# AIM OF THE TASK:
The listing below should be printed exactly, every line of it. Skip the pictures.

### SUPPLIED DATA

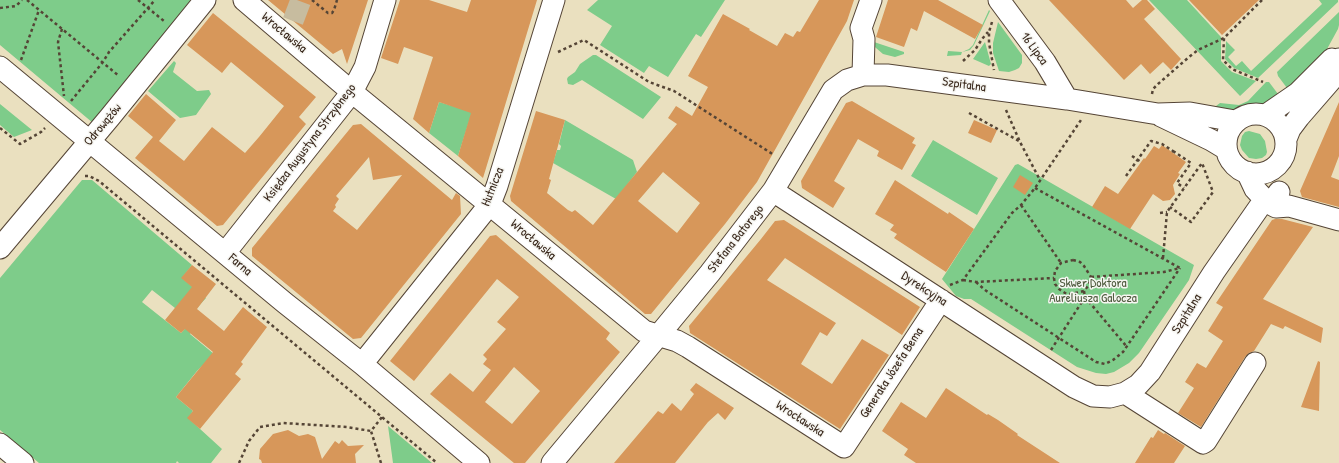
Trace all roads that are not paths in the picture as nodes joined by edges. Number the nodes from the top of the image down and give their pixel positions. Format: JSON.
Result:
{"nodes":[{"id":1,"x":205,"y":0,"type":"edge"},
{"id":2,"x":244,"y":0,"type":"edge"},
{"id":3,"x":385,"y":0,"type":"edge"},
{"id":4,"x":554,"y":0,"type":"edge"},
{"id":5,"x":871,"y":0,"type":"edge"},
{"id":6,"x":996,"y":10,"type":"edge"},
{"id":7,"x":1339,"y":52,"type":"edge"},
{"id":8,"x":1339,"y":59,"type":"edge"},
{"id":9,"x":10,"y":66,"type":"edge"},
{"id":10,"x":863,"y":75,"type":"junction"},
{"id":11,"x":352,"y":92,"type":"junction"},
{"id":12,"x":1067,"y":99,"type":"junction"},
{"id":13,"x":1158,"y":114,"type":"junction"},
{"id":14,"x":1266,"y":115,"type":"junction"},
{"id":15,"x":1235,"y":121,"type":"junction"},
{"id":16,"x":1286,"y":139,"type":"junction"},
{"id":17,"x":90,"y":141,"type":"junction"},
{"id":18,"x":1226,"y":149,"type":"junction"},
{"id":19,"x":1274,"y":168,"type":"junction"},
{"id":20,"x":1247,"y":172,"type":"junction"},
{"id":21,"x":773,"y":191,"type":"junction"},
{"id":22,"x":1279,"y":200,"type":"junction"},
{"id":23,"x":490,"y":204,"type":"junction"},
{"id":24,"x":1339,"y":220,"type":"edge"},
{"id":25,"x":0,"y":248,"type":"edge"},
{"id":26,"x":225,"y":253,"type":"junction"},
{"id":27,"x":941,"y":300,"type":"junction"},
{"id":28,"x":658,"y":336,"type":"junction"},
{"id":29,"x":1256,"y":363,"type":"dead end"},
{"id":30,"x":362,"y":364,"type":"junction"},
{"id":31,"x":1074,"y":387,"type":"joint"},
{"id":32,"x":1125,"y":393,"type":"junction"},
{"id":33,"x":0,"y":444,"type":"edge"},
{"id":34,"x":844,"y":447,"type":"joint"},
{"id":35,"x":23,"y":463,"type":"edge"},
{"id":36,"x":479,"y":463,"type":"edge"},
{"id":37,"x":552,"y":463,"type":"edge"}],
"edges":[{"from":1,"to":17,"type":"street","name":"Odrowążów"},
{"from":2,"to":11,"type":"street","name":"Wrocławska"},
{"from":3,"to":11,"type":"street","name":"Księdza Augustyna Strzybnego"},
{"from":4,"to":23,"type":"street","name":"Hutnicza"},
{"from":5,"to":10,"type":"street"},
{"from":6,"to":12,"type":"street","name":"16 Lipca"},
{"from":7,"to":14,"type":"street"},
{"from":8,"to":16,"type":"street"},
{"from":9,"to":17,"type":"street","name":"Farna"},
{"from":10,"to":12,"type":"street","name":"Szpitalna"},
{"from":10,"to":21,"type":"street","name":"Stefana Batorego"},
{"from":11,"to":23,"type":"street","name":"Wrocławska"},
{"from":11,"to":26,"type":"street","name":"Księdza Augustyna Strzybnego"},
{"from":12,"to":13,"type":"street","name":"Szpitalna"},
{"from":13,"to":15,"type":"street","name":"Szpitalna"},
{"from":13,"to":18,"type":"street","name":"Szpitalna"},
{"from":14,"to":15,"type":"street"},
{"from":14,"to":16,"type":"street"},
{"from":15,"to":18,"type":"street"},
{"from":16,"to":19,"type":"street"},
{"from":17,"to":25,"type":"street","name":"Odrowążów"},
{"from":17,"to":26,"type":"street","name":"Farna"},
{"from":18,"to":20,"type":"street"},
{"from":19,"to":20,"type":"street"},
{"from":19,"to":22,"type":"street"},
{"from":20,"to":22,"type":"street"},
{"from":21,"to":27,"type":"street","name":"Dyrekcyjna"},
{"from":21,"to":28,"type":"street","name":"Stefana Batorego"},
{"from":22,"to":24,"type":"street"},
{"from":22,"to":32,"type":"street","name":"Szpitalna"},
{"from":23,"to":28,"type":"street","name":"Wrocławska"},
{"from":23,"to":30,"type":"street","name":"Hutnicza"},
{"from":26,"to":30,"type":"street","name":"Farna"},
{"from":27,"to":31,"type":"street","name":"Dyrekcyjna"},
{"from":27,"to":34,"type":"street","name":"Generała Józefa Bema"},
{"from":28,"to":34,"type":"street","name":"Wrocławska"},
{"from":28,"to":37,"type":"street","name":"Stefana Batorego"},
{"from":29,"to":32,"type":"street"},
{"from":30,"to":36,"type":"street","name":"Farna"},
{"from":31,"to":32,"type":"street","name":"Szpitalna"},
{"from":33,"to":35,"type":"street"}]}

######

# OUTPUT FOR THIS TASK:
Trace all roads that are not paths in the picture as nodes joined by edges. Number the nodes from the top of the image down and give their pixel positions. Format: JSON.
Result:
{"nodes":[{"id":1,"x":205,"y":0,"type":"edge"},
{"id":2,"x":244,"y":0,"type":"edge"},
{"id":3,"x":385,"y":0,"type":"edge"},
{"id":4,"x":554,"y":0,"type":"edge"},
{"id":5,"x":871,"y":0,"type":"edge"},
{"id":6,"x":996,"y":10,"type":"edge"},
{"id":7,"x":1339,"y":52,"type":"edge"},
{"id":8,"x":1339,"y":59,"type":"edge"},
{"id":9,"x":10,"y":66,"type":"edge"},
{"id":10,"x":863,"y":75,"type":"junction"},
{"id":11,"x":352,"y":92,"type":"junction"},
{"id":12,"x":1067,"y":99,"type":"junction"},
{"id":13,"x":1158,"y":114,"type":"junction"},
{"id":14,"x":1266,"y":115,"type":"junction"},
{"id":15,"x":1235,"y":121,"type":"junction"},
{"id":16,"x":1286,"y":139,"type":"junction"},
{"id":17,"x":90,"y":141,"type":"junction"},
{"id":18,"x":1226,"y":149,"type":"junction"},
{"id":19,"x":1274,"y":168,"type":"junction"},
{"id":20,"x":1247,"y":172,"type":"junction"},
{"id":21,"x":773,"y":191,"type":"junction"},
{"id":22,"x":1279,"y":200,"type":"junction"},
{"id":23,"x":490,"y":204,"type":"junction"},
{"id":24,"x":1339,"y":220,"type":"edge"},
{"id":25,"x":0,"y":248,"type":"edge"},
{"id":26,"x":225,"y":253,"type":"junction"},
{"id":27,"x":941,"y":300,"type":"junction"},
{"id":28,"x":658,"y":336,"type":"junction"},
{"id":29,"x":1256,"y":363,"type":"dead end"},
{"id":30,"x":362,"y":364,"type":"junction"},
{"id":31,"x":1074,"y":387,"type":"joint"},
{"id":32,"x":1125,"y":393,"type":"junction"},
{"id":33,"x":0,"y":444,"type":"edge"},
{"id":34,"x":844,"y":447,"type":"joint"},
{"id":35,"x":23,"y":463,"type":"edge"},
{"id":36,"x":479,"y":463,"type":"edge"},
{"id":37,"x":552,"y":463,"type":"edge"}],
"edges":[{"from":1,"to":17,"type":"street","name":"Odrowążów"},
{"from":2,"to":11,"type":"street","name":"Wrocławska"},
{"from":3,"to":11,"type":"street","name":"Księdza Augustyna Strzybnego"},
{"from":4,"to":23,"type":"street","name":"Hutnicza"},
{"from":5,"to":10,"type":"street"},
{"from":6,"to":12,"type":"street","name":"16 Lipca"},
{"from":7,"to":14,"type":"street"},
{"from":8,"to":16,"type":"street"},
{"from":9,"to":17,"type":"street","name":"Farna"},
{"from":10,"to":12,"type":"street","name":"Szpitalna"},
{"from":10,"to":21,"type":"street","name":"Stefana Batorego"},
{"from":11,"to":23,"type":"street","name":"Wrocławska"},
{"from":11,"to":26,"type":"street","name":"Księdza Augustyna Strzybnego"},
{"from":12,"to":13,"type":"street","name":"Szpitalna"},
{"from":13,"to":15,"type":"street","name":"Szpitalna"},
{"from":13,"to":18,"type":"street","name":"Szpitalna"},
{"from":14,"to":15,"type":"street"},
{"from":14,"to":16,"type":"street"},
{"from":15,"to":18,"type":"street"},
{"from":16,"to":19,"type":"street"},
{"from":17,"to":25,"type":"street","name":"Odrowążów"},
{"from":17,"to":26,"type":"street","name":"Farna"},
{"from":18,"to":20,"type":"street"},
{"from":19,"to":20,"type":"street"},
{"from":19,"to":22,"type":"street"},
{"from":20,"to":22,"type":"street"},
{"from":21,"to":27,"type":"street","name":"Dyrekcyjna"},
{"from":21,"to":28,"type":"street","name":"Stefana Batorego"},
{"from":22,"to":24,"type":"street"},
{"from":22,"to":32,"type":"street","name":"Szpitalna"},
{"from":23,"to":28,"type":"street","name":"Wrocławska"},
{"from":23,"to":30,"type":"street","name":"Hutnicza"},
{"from":26,"to":30,"type":"street","name":"Farna"},
{"from":27,"to":31,"type":"street","name":"Dyrekcyjna"},
{"from":27,"to":34,"type":"street","name":"Generała Józefa Bema"},
{"from":28,"to":34,"type":"street","name":"Wrocławska"},
{"from":28,"to":37,"type":"street","name":"Stefana Batorego"},
{"from":29,"to":32,"type":"street"},
{"from":30,"to":36,"type":"street","name":"Farna"},
{"from":31,"to":32,"type":"street","name":"Szpitalna"},
{"from":33,"to":35,"type":"street"}]}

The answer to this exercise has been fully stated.